- Written by: Hanns Wiedmann, Vladimir Carin, Gitta von Cetto [de]
- Directed by: Hanns Wiedmann
- Starring: Helga Anders: Julia Helmuth Schneider: Dimitri Franz Muxeneder: Hugo
- Opening theme: Ivo Robić instrumental version
- Composer: Bojan Adamič
- Countries of origin: West Germany Yugoslavia
- Original language: German
- No. of seasons: 1
- No. of episodes: 13

Production
- Producers: Hirschfilm, München Triglav Film, Ljubljana
- Cinematography: Günter Senftleben, Manfred Ensinger, Ivan Belec
- Running time: 25

Original release
- Release: 12 September 1966 – 27 February 1967

= The White Horses =

1965 television series

The White Horses is a 1965 television series co-produced by RTV Ljubljana (now RTV Slovenija) of Yugoslavia and German TV (Südwestfunk).

==Plotline==
The story follows the adventures of a teenage girl Julia (Helga Anders) who leaves Belgrade to spend a holiday on a stud farm run by her Uncle Dimitri (Helmuth Schneider), where with the help of head groom Hugo (Franz Muxeneder), white Lipizzaner horses are raised.

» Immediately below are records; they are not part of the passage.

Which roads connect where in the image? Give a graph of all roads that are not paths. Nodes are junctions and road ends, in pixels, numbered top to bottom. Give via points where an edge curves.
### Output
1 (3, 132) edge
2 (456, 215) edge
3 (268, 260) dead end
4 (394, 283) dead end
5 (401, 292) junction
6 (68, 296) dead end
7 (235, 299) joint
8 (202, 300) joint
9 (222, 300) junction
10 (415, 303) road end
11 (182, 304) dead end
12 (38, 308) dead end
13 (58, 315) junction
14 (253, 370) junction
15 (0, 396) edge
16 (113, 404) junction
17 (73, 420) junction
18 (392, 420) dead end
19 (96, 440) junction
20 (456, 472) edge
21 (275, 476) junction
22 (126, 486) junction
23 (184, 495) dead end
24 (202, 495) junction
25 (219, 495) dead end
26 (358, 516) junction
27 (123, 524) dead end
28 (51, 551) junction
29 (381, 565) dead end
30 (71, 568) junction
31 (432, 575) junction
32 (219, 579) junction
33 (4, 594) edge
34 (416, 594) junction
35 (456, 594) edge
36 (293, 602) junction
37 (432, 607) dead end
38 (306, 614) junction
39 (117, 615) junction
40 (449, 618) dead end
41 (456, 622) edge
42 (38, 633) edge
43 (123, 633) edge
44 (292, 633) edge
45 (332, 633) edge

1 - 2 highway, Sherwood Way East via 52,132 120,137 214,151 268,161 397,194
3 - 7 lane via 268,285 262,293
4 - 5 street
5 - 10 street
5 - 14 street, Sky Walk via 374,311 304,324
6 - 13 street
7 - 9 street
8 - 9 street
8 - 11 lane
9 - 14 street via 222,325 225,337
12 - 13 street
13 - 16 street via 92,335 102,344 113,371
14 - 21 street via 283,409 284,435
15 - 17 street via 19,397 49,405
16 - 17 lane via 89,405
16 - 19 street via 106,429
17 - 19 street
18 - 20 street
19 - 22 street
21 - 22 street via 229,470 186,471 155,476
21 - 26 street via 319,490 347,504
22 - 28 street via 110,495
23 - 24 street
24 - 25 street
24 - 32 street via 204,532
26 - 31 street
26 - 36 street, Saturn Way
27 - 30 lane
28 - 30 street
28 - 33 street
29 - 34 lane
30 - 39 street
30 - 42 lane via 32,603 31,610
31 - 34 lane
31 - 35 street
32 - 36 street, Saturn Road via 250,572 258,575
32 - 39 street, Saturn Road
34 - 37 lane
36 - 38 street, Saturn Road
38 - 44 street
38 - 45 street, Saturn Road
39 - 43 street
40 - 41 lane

In the first episode, stallion Boris is stolen by Romani people who dye his white coat brown so that no one will recognise him. Julia and Hugo set off to find Boris and upon his recovery an affinity is formed between girl and horse.

==Transmission==
The series, called Počitnice v Lipici in Slovenian and Ferien in Lipizza ("Holidays in Lipica") in German, comprised thirteen 25-minute black and white episodes.

A dubbed version was broadcast in the United Kingdom from 1968, and repeated for many years afterwards, the last showing taking place early in January 1978. The dubbed soundtracks were long thought lost, but audio tapes of twelve of the thirteen episodes have been located.

==Episodes==
1. Black and White
2. Dangerous Depths
3. Suspicion falls on Andrej
4. Thais becomes a Mother
5. Horses Stampede
6. About Bajazzo
7. The Horse Cure
8. A Dog's Life
9. Business Friend
10. The Sava Prize
11. Buried Treasure
12. The Squirrel
13. House Arrest for Othello

==Theme song==
The theme song to the German version was played by Ivo Robić.

The UK theme song - written by Michael Carr and Ben Nisbet and later back dubbed onto all versions, was simply titled "White Horses", and credited to "Jacky" - was sung by Irish-born Jackie Lee. It became a top 10 hit in the UK charts in April 1968. The book The Penguin Television Companion claimed it to be the best television theme in history. It has been copied and used many times since, including:

- The theme was covered in 1968 by Claudine Longet, as a B-side to the single "Nothing to Lose".
- Trixie's Big Red Motorbike covered the song on their second John Peel session in 1983.
- Scottish female group Sophisticated Boom Boom covered the song in 1982 on their Peel Session.
- Jamie Wednesday recorded the track for their EP "Vote for Love" in 1987.
- The Trashcan Sinatras featured a version of the song on their EP Circling the Circumference (1990)
- The English band Kitchens of Distinction recorded a cover of the theme song during the sessions for their fourth album, Cowboys and Aliens (1994). The song was first released in the UK as a b-side on the album's first single, "Now It's Time to Say Goodbye"; it was later released in the US as a b-side on the album's title track
- Morwenna Banks released a cover version in 1995 as her Absolutely character, The Little Girl.
- The film Me Without You (2001) used the Jacky "stereo" version on its opening credits, and a version by Lucy Street during the end credits
- Cerys Matthews performed the song on the compilation Songs for the Young at Heart (2007)
- The theme was covered by Dean and Britta on their album Back Numbers (2007)
- The theme was covered by Mari Wilson on her album Pop Deluxe (2016)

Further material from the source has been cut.